The development of potential explanations typically is not time consuming as a standalone activity, if it is an inherent part of all our audit processes, i.e., constantly consider what the entity’s numbers tell us in the context of our own, independent knowledge of the entity’s business and our point of view/expectations. Re-examine and understand the various relationships in the financial and non-financial data, and maintain an open mind and skeptical attitude regarding possible explanations so as to avoid focusing on only one possible explanation. The independent consideration of alternative explanations for differences is more important for more significant accounts and when a higher degree of assurance is desired from substantive analytical procedures.

It is also important to consider, particularly for substantive and overall conclusion analytical procedures, the sufficiency, not just the plausibility, of the entity’s explanation. Hence quantify and corroborate explanations.

Example

The entity is an internet DVD and CD retailer.

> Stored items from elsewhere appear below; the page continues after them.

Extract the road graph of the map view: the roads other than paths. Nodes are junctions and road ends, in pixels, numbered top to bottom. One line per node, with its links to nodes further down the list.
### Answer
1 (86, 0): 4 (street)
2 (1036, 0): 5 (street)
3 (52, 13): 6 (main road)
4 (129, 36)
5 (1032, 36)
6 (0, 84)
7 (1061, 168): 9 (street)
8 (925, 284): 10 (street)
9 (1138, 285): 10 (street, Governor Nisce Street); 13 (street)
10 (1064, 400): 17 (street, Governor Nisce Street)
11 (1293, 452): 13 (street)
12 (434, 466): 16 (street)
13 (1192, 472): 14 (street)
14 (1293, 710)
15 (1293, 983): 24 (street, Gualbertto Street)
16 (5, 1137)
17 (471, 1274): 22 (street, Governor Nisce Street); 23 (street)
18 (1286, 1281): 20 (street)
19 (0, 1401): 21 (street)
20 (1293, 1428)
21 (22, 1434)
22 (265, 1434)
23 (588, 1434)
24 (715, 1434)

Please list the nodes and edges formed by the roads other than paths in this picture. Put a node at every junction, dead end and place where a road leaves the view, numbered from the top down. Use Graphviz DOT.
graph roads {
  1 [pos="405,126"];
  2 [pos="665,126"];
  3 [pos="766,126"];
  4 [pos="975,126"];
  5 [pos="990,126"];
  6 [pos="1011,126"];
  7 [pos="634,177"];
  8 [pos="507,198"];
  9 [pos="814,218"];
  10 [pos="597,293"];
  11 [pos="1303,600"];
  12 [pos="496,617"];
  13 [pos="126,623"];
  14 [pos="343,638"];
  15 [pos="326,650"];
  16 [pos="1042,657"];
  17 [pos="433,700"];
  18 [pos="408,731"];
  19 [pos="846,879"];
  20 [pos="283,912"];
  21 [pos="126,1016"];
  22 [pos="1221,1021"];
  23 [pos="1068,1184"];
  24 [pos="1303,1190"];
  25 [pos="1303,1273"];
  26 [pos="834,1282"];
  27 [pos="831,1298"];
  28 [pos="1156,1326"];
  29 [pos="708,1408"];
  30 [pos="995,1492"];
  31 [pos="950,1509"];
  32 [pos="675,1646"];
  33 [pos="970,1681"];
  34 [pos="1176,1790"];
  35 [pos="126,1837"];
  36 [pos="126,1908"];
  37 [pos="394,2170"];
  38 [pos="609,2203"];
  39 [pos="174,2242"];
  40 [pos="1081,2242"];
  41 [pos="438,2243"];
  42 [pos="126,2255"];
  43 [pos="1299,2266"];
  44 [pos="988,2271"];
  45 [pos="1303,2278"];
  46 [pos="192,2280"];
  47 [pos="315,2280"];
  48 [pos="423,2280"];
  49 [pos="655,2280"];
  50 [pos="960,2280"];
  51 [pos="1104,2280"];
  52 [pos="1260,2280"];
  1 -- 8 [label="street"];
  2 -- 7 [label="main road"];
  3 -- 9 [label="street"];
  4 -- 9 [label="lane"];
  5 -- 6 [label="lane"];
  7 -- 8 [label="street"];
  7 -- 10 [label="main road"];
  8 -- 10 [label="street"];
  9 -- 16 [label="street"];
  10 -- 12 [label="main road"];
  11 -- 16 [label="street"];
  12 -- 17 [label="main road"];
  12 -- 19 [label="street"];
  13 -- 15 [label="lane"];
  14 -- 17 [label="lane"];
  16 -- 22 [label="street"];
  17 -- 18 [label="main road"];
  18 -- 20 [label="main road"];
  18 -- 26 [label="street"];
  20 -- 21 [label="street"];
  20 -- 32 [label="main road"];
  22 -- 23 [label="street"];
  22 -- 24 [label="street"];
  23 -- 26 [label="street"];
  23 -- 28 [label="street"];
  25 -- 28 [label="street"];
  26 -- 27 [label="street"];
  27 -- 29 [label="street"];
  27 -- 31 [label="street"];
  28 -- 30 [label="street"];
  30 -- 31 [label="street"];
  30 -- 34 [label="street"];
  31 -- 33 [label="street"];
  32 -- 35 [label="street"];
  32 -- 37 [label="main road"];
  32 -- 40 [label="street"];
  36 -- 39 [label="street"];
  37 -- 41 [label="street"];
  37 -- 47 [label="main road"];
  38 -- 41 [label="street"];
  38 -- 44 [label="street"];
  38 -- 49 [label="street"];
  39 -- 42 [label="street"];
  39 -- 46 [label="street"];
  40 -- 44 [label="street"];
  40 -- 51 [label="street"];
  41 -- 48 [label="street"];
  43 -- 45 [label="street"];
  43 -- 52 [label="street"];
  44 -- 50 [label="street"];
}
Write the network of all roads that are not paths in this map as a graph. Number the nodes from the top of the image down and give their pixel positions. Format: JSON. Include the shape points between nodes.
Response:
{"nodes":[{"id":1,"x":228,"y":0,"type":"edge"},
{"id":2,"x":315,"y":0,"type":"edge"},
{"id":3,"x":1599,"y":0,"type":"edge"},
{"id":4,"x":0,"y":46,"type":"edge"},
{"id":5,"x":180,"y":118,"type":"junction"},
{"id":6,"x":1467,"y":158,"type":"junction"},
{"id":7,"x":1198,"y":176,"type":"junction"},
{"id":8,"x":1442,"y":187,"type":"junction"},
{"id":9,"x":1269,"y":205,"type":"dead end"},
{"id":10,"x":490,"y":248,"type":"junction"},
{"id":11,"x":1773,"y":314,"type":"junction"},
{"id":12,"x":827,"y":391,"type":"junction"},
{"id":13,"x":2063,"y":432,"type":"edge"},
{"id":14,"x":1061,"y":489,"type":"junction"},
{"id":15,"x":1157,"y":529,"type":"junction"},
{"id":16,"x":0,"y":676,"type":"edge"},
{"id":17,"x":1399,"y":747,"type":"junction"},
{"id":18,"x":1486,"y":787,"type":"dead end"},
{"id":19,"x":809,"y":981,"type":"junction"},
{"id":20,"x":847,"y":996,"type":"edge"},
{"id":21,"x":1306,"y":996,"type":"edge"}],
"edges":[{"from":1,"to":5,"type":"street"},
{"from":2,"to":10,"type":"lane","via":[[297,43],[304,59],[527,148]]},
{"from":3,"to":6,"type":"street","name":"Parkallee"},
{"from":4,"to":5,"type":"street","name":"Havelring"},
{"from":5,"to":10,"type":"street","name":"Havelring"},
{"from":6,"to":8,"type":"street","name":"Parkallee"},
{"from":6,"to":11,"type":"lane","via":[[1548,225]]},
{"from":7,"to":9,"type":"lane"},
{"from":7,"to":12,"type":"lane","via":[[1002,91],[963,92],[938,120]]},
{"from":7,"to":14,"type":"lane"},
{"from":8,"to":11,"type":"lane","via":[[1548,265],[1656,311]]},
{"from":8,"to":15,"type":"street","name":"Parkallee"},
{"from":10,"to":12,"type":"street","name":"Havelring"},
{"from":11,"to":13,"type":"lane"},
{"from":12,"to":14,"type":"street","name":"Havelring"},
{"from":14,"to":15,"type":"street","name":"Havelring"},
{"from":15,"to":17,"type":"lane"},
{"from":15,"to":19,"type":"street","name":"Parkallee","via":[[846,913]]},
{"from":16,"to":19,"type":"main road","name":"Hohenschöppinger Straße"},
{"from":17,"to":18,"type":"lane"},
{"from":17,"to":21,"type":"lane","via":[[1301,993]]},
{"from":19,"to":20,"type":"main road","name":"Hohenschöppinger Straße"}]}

If the total movement in transport costs is an increase of $550k, 11% above prior year, and the financial controller’s explanation is that the main transport contract was renegotiated during the year, we are able to corroborate the explanation with other management contacts, such as the legal department and/or logistics manager.

Also examine to see the new contract and confirm that the increase is reasonable, given the terms of the original executed contract and the relationship to sales, by completing simple ratio analysis.

Evaluation of outcome

Evaluate the effectiveness of an analytical procedure and the level of assurance based on the factors discussed in this section (e.g., the precision of the expectation and the threshold) and not on a seemingly “favorable” outcome. There is a tendency for “favorable” outcomes to inflate the perceived effectiveness of weak analytical procedures. An analytical procedure based on an imprecise expectation and unreliable data that yields a difference less than the threshold provides little to no assurance or attention directing information.

Interaction with entity analyses

Reports and analyses that are prepared and relied on by management may be useful in the selection and performance of analytical procedures.

Consider and test (if appropriate) the entity’s process for analyzing operating results, trends, fluctuations, and ratios in order to utilize this information where appropriate, just as with any other management control. Often the entity will have specific procedures to analyze performance against business objectives, and some of these procedures may prove to be powerful analytical procedures that we can use as a basis for additional analytical procedures. Identify relevant entity processes during discussions held with the entity for the purpose of understanding the business objectives and related risks and as part of developing or updating our understanding of internal control. However, entity analyses are expanded, if necessary, to develop an appropriate level of understanding of the business and the significant trends and events affecting the entity. Apply the appropriate degree of professional skepticism to entity analyses. Furthermore, entity analyses used in substantive analytical procedures may need to be expanded to obtain an appropriate level of precision, evidence, and assurance.